_Task details_
Where a line of the data holds the word "paths", copy that line.

[Opening Information section]

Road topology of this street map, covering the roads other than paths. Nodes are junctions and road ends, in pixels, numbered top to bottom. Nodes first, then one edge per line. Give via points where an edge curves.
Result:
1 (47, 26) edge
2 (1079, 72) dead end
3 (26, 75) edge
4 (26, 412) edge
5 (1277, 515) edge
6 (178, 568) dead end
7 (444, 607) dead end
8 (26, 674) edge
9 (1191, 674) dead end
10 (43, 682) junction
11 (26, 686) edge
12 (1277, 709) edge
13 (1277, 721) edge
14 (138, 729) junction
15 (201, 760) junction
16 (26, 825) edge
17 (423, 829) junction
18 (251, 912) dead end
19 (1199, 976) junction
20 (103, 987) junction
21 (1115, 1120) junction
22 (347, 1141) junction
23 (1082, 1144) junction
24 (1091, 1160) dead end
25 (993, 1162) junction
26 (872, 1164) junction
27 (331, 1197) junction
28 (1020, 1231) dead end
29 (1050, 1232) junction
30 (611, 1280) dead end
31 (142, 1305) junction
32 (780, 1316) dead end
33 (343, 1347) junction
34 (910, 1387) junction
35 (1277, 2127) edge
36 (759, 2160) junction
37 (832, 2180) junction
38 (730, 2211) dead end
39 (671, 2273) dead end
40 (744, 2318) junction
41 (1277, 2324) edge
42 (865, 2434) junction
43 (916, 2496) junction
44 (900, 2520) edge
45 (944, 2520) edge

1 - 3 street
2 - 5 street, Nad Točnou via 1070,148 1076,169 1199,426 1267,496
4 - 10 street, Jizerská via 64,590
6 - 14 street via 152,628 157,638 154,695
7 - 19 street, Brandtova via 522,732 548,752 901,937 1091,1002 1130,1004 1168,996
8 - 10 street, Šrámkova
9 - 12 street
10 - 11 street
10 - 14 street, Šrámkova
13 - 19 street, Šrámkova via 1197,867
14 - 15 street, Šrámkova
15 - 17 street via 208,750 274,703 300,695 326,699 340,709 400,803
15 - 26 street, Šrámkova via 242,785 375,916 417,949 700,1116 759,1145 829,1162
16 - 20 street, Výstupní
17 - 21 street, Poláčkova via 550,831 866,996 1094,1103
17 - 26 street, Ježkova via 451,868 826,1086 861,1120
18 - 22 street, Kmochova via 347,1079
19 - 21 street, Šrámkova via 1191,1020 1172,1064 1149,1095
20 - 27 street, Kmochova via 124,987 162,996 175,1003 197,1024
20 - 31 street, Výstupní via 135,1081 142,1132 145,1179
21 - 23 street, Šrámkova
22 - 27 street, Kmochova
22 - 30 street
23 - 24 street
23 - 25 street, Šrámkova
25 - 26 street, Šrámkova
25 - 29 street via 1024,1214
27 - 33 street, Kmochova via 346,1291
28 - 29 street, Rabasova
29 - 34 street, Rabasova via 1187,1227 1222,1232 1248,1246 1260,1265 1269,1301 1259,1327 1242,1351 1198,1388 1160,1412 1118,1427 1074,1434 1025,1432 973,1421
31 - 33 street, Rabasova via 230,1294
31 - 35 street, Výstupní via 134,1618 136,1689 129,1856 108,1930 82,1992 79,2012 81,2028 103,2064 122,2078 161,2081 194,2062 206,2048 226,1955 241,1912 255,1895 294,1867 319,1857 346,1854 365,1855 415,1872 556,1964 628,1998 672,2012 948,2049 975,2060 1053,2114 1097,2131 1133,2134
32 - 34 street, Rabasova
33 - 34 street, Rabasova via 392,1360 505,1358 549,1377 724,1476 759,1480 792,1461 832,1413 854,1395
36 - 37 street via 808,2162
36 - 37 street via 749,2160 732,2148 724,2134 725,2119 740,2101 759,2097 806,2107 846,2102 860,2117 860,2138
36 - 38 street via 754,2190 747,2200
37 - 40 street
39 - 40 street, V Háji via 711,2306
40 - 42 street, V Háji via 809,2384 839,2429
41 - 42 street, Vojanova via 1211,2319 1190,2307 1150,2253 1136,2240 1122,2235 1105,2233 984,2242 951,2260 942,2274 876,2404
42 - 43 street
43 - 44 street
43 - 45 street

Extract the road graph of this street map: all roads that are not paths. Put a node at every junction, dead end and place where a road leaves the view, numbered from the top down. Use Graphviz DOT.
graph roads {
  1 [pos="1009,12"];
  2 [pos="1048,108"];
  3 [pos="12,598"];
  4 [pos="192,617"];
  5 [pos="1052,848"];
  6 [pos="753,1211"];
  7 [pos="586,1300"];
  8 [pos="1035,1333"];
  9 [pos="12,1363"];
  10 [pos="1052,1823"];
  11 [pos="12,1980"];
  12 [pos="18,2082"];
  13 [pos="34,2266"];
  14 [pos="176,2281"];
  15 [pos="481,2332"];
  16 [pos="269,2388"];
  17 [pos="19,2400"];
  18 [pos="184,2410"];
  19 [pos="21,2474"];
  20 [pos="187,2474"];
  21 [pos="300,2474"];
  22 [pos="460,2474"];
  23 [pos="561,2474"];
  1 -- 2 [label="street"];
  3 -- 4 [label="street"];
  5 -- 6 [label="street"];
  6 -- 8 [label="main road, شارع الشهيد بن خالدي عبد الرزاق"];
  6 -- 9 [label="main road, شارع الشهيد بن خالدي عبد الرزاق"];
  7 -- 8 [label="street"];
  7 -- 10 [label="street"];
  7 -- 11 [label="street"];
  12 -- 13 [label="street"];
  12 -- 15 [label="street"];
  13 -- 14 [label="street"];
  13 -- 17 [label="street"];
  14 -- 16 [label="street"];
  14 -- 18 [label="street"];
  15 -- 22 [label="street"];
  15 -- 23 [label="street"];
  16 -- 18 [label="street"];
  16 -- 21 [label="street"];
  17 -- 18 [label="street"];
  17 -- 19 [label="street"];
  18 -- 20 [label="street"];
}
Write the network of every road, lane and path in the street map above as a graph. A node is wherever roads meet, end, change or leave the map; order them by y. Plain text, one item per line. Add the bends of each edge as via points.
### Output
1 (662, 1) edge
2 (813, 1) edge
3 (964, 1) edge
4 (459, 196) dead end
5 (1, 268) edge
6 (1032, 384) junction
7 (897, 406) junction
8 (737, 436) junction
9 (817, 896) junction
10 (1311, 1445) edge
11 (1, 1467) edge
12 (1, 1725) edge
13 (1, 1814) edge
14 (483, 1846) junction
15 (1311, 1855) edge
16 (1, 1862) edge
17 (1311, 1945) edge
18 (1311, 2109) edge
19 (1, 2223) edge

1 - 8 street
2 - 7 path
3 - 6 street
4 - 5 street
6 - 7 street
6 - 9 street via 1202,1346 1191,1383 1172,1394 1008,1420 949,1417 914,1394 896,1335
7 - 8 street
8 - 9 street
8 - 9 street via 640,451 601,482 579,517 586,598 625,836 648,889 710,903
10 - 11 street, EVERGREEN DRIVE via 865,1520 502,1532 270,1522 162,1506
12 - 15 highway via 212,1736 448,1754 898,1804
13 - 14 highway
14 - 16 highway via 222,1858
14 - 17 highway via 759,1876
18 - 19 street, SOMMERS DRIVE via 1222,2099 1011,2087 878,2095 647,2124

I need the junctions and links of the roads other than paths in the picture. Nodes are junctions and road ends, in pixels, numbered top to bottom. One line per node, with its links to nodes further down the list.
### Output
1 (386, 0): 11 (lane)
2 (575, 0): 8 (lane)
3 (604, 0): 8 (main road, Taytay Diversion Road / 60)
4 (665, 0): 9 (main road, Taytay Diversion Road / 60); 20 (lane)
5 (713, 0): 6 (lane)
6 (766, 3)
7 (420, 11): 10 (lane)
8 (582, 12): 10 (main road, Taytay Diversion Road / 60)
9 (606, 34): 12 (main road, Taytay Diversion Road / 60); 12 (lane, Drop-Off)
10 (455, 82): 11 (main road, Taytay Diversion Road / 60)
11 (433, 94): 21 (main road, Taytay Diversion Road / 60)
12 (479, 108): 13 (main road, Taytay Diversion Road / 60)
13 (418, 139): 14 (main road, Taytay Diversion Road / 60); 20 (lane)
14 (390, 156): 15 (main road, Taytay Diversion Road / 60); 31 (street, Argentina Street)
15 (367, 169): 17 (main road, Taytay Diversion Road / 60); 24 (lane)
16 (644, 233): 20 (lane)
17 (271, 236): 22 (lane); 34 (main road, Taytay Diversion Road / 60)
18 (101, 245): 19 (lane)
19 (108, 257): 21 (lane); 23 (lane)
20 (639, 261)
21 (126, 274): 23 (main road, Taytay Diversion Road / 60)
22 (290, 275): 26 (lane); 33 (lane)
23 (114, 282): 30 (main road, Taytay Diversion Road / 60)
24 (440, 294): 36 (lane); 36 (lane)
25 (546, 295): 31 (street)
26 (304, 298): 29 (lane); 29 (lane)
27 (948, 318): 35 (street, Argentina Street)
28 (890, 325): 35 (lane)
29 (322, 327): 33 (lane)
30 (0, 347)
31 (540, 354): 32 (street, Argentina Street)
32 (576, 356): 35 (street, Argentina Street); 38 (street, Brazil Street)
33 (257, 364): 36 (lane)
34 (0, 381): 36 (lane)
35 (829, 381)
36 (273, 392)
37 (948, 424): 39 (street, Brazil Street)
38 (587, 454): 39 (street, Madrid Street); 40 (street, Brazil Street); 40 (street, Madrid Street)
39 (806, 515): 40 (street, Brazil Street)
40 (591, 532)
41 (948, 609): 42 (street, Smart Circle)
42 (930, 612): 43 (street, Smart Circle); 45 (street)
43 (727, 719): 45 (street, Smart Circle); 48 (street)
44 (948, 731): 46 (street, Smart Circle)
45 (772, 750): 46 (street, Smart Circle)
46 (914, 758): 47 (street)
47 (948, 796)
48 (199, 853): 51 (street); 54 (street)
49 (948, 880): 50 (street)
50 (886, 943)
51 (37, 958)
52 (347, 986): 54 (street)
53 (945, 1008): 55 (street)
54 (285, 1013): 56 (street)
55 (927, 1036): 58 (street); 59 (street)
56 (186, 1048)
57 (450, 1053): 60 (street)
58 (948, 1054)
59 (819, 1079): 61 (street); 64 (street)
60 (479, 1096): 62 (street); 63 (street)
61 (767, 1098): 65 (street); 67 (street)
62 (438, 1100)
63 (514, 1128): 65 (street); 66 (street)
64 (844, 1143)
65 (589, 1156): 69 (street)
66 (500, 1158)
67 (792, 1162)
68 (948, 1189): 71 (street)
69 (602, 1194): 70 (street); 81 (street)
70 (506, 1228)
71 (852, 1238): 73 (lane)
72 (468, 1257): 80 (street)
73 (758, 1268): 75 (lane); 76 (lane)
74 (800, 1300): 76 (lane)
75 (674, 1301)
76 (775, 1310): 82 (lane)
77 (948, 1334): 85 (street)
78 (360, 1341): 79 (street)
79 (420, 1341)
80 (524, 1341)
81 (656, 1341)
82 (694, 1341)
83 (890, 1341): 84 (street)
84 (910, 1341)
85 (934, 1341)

[Closing Information section]

_Response_
Road topology of this street map, covering the roads other than paths. Nodes are junctions and road ends, in pixels, numbered top to bottom. Nodes first, then one edge per line. Give via points where an edge curves.
Extract the road graph of this street map: all roads that are not paths. Put a node at every junction, dead end and place where a road leaves the view, numbered from the top down. Use Graphviz DOT.
I need the junctions and links of the roads other than paths in the picture. Nodes are junctions and road ends, in pixels, numbered top to bottom. One line per node, with its links to nodes further down the list.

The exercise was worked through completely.